Bloody hell, this bloke is a few stubbies short of a carton, Reef thought to herself, and followed them through the air vents.

Captain Thunderbolt and the other man entered another huge room. Right in the middle of the room was a figure of a man, but he looked odd to Reef, even in the shadows as he was. As the man walked into the visible light, Reef realized, Bloody hell, he’s decked in armour! But somehow that armour looked familiar to her, though she just couldn’t place where she had seen a suit of armour like that.

“Well?” the armoured man asked.

“Everything is in place,” Captain Thunderbolt answered.

“Good. It’s time for us to take our revenge on the people and the government!” the armoured man announced. “Over one hundred years ago, they called our ancestors criminals and strung them up. But now, we, the sons and daughters of those brave men, will have our revenge!”

“Call the dogs of war!” yelled Captain Thunderbolt. “We are ready for battle!”

Reef knew she had to get out and warn the government and the people. She remembered hearing about the other new heroes of Australia, Austar and the Roo, and she knew she had to get in contact with them.

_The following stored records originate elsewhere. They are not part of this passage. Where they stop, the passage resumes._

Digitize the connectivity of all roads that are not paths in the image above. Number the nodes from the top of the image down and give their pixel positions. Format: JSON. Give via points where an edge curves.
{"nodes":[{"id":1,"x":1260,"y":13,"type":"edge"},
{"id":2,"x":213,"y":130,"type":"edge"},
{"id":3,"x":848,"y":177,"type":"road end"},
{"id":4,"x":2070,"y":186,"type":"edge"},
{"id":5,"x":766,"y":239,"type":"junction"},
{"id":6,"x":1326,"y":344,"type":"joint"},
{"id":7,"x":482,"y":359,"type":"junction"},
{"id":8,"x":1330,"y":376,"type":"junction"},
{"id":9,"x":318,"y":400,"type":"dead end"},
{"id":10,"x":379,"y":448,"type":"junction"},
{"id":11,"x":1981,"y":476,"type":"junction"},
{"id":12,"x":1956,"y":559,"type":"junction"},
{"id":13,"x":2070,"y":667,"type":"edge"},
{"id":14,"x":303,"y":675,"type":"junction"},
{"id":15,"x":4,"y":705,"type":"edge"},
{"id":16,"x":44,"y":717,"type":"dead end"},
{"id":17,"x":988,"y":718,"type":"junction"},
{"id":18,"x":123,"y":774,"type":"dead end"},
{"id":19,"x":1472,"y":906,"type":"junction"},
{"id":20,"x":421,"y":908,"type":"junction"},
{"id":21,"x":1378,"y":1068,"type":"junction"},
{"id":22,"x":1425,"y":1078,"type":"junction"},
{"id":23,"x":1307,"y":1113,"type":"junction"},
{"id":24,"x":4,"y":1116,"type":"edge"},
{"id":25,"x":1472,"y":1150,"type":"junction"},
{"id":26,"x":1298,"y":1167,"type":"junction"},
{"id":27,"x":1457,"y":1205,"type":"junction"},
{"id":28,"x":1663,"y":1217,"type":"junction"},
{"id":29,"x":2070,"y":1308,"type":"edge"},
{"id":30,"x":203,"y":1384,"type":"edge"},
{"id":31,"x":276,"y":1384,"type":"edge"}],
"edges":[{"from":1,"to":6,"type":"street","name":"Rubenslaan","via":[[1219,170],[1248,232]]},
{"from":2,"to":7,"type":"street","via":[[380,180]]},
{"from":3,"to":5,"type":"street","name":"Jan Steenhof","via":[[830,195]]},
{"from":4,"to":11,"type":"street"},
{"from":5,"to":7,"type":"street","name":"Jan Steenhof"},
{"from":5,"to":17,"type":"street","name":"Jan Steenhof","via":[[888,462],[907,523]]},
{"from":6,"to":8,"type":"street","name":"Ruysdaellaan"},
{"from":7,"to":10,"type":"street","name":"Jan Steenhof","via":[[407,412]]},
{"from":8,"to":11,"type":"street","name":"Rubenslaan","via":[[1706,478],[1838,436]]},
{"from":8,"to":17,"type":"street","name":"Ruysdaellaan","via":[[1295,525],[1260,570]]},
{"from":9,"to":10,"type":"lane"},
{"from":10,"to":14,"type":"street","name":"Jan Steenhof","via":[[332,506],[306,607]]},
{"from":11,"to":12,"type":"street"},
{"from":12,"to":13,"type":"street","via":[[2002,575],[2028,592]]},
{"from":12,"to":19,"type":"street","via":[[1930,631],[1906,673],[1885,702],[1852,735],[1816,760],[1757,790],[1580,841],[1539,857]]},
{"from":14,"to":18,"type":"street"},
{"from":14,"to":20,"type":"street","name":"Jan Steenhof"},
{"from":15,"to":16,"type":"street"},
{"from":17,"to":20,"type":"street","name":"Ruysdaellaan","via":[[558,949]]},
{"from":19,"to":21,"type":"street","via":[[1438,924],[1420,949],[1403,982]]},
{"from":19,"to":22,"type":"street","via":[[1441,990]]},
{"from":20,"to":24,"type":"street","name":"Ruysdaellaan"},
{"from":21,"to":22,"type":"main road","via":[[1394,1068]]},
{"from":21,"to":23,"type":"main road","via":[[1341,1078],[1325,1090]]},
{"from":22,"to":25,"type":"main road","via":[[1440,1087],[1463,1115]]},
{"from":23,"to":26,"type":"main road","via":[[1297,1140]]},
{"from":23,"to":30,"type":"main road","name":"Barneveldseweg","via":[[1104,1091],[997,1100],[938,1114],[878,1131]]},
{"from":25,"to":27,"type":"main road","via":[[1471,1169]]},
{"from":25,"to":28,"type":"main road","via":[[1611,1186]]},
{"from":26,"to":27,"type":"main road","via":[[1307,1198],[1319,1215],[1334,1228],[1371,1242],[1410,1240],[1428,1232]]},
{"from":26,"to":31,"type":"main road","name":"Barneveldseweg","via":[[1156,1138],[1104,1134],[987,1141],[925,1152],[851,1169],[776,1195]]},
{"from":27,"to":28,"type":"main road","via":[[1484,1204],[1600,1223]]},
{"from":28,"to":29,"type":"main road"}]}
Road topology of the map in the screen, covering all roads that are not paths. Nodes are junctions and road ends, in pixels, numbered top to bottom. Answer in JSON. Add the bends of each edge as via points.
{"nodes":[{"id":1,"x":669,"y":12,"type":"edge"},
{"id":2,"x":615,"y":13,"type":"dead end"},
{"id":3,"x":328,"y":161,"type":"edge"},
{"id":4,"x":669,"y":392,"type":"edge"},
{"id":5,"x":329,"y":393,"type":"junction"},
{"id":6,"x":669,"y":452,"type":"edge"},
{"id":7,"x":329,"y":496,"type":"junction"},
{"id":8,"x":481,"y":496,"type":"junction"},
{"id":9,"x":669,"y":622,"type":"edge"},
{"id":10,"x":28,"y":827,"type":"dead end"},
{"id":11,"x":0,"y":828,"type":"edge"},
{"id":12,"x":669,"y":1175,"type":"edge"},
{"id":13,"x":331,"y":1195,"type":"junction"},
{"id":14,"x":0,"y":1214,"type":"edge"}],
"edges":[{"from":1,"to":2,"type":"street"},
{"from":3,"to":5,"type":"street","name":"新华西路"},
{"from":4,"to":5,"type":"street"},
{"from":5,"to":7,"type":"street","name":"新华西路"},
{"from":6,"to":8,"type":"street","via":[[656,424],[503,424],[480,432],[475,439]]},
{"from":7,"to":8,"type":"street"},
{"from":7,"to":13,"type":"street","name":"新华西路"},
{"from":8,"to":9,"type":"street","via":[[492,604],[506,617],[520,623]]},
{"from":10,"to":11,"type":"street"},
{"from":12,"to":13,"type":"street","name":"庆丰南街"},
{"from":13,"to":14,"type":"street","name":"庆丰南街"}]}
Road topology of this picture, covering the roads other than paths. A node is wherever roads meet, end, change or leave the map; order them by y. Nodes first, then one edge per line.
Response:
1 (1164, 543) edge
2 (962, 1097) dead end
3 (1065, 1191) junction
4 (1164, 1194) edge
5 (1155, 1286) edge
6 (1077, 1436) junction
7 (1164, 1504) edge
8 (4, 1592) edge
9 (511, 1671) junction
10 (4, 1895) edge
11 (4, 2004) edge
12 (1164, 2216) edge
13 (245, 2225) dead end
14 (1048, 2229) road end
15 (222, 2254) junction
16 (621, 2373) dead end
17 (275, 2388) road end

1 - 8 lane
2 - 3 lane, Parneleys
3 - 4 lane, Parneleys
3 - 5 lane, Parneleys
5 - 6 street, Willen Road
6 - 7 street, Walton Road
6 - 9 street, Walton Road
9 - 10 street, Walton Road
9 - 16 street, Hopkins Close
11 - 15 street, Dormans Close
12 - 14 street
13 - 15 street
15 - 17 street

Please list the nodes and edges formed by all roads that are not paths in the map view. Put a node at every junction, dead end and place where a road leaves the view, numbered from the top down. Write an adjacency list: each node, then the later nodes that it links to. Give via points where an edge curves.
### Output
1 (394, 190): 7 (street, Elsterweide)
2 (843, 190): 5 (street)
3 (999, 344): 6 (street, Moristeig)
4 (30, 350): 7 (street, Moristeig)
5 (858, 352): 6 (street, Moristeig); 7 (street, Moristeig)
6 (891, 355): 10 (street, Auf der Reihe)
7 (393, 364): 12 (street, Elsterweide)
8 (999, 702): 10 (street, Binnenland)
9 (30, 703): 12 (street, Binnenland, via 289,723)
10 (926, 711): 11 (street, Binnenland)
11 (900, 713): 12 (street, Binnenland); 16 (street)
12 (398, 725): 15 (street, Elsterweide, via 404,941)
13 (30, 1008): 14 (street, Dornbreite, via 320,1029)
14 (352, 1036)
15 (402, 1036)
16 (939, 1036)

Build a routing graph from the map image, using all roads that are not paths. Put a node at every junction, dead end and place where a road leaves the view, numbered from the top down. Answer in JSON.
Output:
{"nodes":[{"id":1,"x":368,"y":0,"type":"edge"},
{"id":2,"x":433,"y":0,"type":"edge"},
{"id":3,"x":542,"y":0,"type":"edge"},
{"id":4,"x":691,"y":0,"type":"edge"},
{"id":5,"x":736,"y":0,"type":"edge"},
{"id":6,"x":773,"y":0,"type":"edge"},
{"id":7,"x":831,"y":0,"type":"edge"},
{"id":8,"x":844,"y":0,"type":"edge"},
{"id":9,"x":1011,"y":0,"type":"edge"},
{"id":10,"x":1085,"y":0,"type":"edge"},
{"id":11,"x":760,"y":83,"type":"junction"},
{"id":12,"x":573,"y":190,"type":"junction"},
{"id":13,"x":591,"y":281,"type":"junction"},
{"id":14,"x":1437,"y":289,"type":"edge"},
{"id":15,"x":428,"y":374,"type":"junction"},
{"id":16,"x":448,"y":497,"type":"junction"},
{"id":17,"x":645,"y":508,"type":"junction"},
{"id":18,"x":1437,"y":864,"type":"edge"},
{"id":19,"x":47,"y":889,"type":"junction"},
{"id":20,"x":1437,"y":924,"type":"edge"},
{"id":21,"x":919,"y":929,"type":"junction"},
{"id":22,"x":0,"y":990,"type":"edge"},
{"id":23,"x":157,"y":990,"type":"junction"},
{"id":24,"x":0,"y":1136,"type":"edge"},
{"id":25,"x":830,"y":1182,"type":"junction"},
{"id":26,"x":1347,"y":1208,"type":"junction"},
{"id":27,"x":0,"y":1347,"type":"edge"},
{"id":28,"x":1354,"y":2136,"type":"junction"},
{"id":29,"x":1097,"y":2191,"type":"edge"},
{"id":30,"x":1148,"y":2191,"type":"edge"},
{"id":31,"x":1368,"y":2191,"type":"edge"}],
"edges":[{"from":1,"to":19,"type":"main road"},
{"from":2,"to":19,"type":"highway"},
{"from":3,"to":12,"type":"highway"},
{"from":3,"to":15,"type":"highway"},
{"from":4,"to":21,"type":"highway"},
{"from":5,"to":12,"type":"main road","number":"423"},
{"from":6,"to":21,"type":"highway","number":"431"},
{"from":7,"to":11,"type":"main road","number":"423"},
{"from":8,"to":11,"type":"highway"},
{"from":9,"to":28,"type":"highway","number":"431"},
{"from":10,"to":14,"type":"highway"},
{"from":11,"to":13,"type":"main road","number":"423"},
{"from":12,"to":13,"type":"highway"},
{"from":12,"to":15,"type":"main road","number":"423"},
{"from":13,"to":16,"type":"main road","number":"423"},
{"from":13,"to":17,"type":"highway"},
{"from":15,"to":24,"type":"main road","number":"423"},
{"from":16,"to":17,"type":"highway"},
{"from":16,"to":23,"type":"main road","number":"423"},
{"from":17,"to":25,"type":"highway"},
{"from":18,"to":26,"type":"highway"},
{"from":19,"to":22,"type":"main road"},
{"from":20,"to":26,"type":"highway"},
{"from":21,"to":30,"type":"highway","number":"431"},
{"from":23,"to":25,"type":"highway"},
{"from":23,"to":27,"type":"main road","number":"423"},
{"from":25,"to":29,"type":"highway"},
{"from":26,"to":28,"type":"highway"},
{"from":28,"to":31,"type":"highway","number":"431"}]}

“Kelly! Sir, we are ready!” a voice announced in the darkness of the room.

It suddenly hit Reef where she had seen a suit of armour like that. Over the last year Reef had spent a lot of time visiting museums and reading Australian history in order to pass as a citizen, and she had seen armour much like this on display at the State Library of Victoria. It was an updated version of Ned Kelly’s homemade suit of armour, which he had used in his last stand before being captured by the police and executed over a hundred years ago, making him a folk hero like Robin Hood. This idiot thought himself a modern-day Ned Kelly, she realized. But that led to another question: where the hell did they get these ships?

Reef made her way through the maze of the air vents and escaped outside. Leaping back down to the building she first started from, she hurried down the staircase and out to the streets to figure how to contact the other heroes of Australia.